[Saved entries]
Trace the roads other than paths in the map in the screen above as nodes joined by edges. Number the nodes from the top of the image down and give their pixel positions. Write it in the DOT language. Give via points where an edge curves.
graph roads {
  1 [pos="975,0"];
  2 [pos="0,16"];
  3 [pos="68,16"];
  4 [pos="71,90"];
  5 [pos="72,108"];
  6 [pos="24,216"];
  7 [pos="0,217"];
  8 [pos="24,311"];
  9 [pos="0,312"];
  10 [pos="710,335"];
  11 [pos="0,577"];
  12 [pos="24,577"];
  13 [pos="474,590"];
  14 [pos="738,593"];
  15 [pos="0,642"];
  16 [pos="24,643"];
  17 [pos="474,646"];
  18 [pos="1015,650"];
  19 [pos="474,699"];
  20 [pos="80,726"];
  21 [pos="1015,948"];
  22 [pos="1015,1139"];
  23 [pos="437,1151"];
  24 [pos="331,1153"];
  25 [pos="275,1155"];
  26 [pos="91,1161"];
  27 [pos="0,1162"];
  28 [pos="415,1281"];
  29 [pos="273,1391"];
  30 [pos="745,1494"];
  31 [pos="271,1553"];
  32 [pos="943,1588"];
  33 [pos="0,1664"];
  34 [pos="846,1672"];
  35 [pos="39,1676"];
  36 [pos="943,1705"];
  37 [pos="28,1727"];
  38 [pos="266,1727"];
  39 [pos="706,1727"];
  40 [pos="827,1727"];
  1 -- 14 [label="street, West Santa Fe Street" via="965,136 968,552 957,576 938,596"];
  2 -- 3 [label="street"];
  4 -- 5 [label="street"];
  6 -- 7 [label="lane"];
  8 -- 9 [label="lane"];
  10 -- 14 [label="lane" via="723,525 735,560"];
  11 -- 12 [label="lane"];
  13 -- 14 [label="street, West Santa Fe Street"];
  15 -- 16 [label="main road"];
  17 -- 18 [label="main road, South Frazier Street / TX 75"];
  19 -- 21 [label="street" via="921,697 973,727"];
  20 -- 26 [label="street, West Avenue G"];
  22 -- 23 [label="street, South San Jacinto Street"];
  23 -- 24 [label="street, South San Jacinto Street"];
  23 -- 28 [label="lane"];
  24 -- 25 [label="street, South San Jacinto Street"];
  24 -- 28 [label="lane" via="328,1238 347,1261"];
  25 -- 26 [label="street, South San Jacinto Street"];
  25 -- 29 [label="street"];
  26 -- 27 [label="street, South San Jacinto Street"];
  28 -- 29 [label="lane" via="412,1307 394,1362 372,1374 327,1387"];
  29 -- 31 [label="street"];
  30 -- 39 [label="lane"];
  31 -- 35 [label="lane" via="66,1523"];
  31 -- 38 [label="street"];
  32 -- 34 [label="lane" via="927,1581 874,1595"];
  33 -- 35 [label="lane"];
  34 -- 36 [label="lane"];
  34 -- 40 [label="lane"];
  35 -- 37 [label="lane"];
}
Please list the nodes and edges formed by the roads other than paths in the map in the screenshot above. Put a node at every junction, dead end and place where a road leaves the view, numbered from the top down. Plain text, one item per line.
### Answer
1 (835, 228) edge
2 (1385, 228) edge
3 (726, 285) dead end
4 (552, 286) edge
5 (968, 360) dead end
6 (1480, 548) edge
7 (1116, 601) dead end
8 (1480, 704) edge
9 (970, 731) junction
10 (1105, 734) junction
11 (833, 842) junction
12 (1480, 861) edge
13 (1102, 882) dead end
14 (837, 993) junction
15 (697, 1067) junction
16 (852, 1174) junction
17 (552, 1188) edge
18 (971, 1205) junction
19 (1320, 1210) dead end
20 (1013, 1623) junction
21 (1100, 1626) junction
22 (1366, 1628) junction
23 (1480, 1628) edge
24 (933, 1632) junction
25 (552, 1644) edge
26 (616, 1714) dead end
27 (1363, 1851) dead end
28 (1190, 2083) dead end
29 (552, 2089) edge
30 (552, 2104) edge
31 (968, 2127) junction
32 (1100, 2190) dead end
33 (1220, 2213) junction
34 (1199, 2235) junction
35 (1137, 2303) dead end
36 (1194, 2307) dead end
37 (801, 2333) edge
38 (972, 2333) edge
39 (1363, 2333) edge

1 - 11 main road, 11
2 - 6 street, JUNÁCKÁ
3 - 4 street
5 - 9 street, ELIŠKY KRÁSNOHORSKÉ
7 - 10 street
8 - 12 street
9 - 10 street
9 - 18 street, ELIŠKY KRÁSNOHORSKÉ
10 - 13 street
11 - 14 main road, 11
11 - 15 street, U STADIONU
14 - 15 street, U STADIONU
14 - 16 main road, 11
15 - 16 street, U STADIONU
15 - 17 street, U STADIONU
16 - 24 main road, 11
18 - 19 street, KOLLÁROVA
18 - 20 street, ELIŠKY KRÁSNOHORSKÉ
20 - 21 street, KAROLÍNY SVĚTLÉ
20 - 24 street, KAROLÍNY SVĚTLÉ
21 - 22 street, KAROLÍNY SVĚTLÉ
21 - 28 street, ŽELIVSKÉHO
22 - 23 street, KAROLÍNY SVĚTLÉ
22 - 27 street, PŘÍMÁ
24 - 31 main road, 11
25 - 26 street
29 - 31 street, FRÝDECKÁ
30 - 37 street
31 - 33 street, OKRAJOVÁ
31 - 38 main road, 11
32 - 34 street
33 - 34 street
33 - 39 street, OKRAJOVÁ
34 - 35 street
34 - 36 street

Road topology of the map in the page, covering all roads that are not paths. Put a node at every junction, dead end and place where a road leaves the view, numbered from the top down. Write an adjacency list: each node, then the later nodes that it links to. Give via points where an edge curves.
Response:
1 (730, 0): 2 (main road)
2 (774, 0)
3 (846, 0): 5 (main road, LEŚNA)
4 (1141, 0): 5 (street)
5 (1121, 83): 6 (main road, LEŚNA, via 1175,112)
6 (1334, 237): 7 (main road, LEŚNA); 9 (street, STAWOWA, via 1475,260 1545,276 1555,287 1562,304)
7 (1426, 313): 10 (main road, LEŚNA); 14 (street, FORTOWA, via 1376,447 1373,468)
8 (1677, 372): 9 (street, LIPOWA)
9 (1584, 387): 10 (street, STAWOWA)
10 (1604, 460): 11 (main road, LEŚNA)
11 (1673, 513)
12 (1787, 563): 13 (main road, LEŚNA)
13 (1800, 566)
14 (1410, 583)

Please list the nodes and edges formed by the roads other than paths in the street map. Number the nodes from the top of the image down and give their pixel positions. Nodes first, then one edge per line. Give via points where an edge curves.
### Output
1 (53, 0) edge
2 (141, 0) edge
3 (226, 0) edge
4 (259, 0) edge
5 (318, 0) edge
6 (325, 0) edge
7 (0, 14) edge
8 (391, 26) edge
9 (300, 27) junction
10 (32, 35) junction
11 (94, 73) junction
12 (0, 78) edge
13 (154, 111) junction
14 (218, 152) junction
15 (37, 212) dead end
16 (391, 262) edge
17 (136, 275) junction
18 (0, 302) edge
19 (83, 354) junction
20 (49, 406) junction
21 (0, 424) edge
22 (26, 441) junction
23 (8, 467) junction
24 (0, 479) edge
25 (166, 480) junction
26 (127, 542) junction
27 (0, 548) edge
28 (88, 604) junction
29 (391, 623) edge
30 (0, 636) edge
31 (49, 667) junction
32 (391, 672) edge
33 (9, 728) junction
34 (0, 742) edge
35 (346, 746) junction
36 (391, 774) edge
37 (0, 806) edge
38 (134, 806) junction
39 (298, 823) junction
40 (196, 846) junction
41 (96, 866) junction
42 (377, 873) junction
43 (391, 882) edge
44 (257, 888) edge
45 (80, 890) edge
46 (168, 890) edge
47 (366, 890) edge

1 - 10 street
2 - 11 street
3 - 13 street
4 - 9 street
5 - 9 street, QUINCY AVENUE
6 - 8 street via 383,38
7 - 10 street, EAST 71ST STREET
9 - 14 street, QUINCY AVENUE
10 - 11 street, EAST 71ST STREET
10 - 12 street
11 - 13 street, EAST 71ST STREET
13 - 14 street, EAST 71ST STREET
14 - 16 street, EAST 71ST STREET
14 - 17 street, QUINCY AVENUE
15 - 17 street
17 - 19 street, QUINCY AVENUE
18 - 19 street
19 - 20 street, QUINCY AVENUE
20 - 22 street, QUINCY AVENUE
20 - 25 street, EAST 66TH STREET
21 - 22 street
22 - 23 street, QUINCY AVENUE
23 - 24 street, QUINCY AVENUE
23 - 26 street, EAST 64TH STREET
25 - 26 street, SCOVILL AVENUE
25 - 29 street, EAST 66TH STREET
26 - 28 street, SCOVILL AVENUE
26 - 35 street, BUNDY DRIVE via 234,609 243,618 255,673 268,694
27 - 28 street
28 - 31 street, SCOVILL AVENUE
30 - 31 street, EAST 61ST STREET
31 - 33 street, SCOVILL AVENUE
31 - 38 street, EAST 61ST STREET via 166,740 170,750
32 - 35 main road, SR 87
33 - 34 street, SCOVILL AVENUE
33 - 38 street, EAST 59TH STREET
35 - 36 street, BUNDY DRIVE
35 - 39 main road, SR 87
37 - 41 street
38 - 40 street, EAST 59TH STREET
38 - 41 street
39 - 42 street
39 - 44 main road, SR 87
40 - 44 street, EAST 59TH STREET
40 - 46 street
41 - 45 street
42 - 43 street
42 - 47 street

TASK GOAL =>
What is needed is every line of the records that contains the word "list".

SOLUTION TO THIS PROBLEM =>
Please list the nodes and edges formed by the roads other than paths in the map in the screenshot above. Put a node at every junction, dead end and place where a road leaves the view, numbered from the top down. Plain text, one item per line.
Road topology of the map in the page, covering all roads that are not paths. Put a node at every junction, dead end and place where a road leaves the view, numbered from the top down. Write an adjacency list: each node, then the later nodes that it links to. Give via points where an edge curves.
Please list the nodes and edges formed by the roads other than paths in the street map. Number the nodes from the top of the image down and give their pixel positions. Nodes first, then one edge per line. Give via points where an edge curves.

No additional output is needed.